Nor am I alone; it's why internet dieting sites work. Just the process of typing in your weight each week puts the achievement down in black and white, measuring and proving it. Dieters' meetings fulfil the same function, if you can brave them. And it isn't just the fat and wheezy that appreciate getting a tick in the right box.
Why do people run in an organised marathon instead of jogging to the next town and back? It isn't the poxy medal that drives them to do it, but the recognition that not only can they run 26 miles, but they've done it officially and been recorded as such. Psychologist Abraham Maslow's "hierarchy of needs" states that the need for recognition from others comes before the ultimate goal of self-actualisation.
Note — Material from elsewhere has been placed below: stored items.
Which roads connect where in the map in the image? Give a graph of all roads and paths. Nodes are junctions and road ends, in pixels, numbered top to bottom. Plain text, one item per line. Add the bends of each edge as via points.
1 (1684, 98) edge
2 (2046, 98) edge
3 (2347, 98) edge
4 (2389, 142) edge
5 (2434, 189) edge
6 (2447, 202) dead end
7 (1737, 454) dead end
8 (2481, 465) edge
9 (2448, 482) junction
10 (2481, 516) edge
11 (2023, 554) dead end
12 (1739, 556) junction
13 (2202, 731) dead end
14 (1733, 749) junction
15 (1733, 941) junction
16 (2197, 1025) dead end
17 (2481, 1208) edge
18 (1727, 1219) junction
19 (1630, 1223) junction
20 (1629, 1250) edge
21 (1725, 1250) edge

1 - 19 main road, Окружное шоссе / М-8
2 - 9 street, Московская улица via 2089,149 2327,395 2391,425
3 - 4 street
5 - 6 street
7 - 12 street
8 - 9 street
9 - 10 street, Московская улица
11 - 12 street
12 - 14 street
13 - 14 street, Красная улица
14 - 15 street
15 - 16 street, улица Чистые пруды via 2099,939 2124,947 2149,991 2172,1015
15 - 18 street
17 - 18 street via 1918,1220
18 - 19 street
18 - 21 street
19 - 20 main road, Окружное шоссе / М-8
This may well be true, in which case most of us never reach the top level, but spend our lives striving for the equivalent of a gold star on the classroom star chart, not inner peace.
Virtue may well be its own reward and I admire people whose sense of achievement in themselves leads them quietly to go about their impressive deeds without a cheer or a pat on the back. But if I'm going to do something as monumental as giving up smoking, then I need a little recognition. It's just a shame that the rules stipulate the 12.50 voucher can't be spent on alcohol.
Now for a credit crunch with real bite
INFLATION affects everything. A survey out this week says that children now receive an average 1.22 under their pillow per lost tooth, an increase of 16 per cent in just a year.
But this figure disguises a market in which values have rocketed and slumped over the past decade. My youngest received the astronomical sum of a fiver for his last dental offering. On closer analysis this was due to the tooth fairy not having change at 7am.
It was explained to my son that teeth values can go down as well as up, but on the strength of the June 2007 valuation he took out a 100 per cent secured loan on the upper left incisor.
This was a mistake; despite wobbling for some weeks, it's not shifting. And now the new tooth waiting to move into that space is threatening to pull out of the deal altogether.
Maybe the older generation is right and it's better to rent.
• THE story of 12 million bees accidentally set free on Canada's biggest highway after their lorry overturned should give rise to a new simile, I feel.
To add insult to injury, a torrential downpour apparently kept them from flying away, as bees don't like rain. Commenting, the vice president of the New Brunswick Beekeepers Association said the insects would quite likely be angered by their ordeal: "You certainly don't want to go walking through a field of disoriented, agitated and wet honey bees."
My new simile? Forget "Busy as a bee". How about "As understated as the vice president of the New Brunswick Beekeepers Association"?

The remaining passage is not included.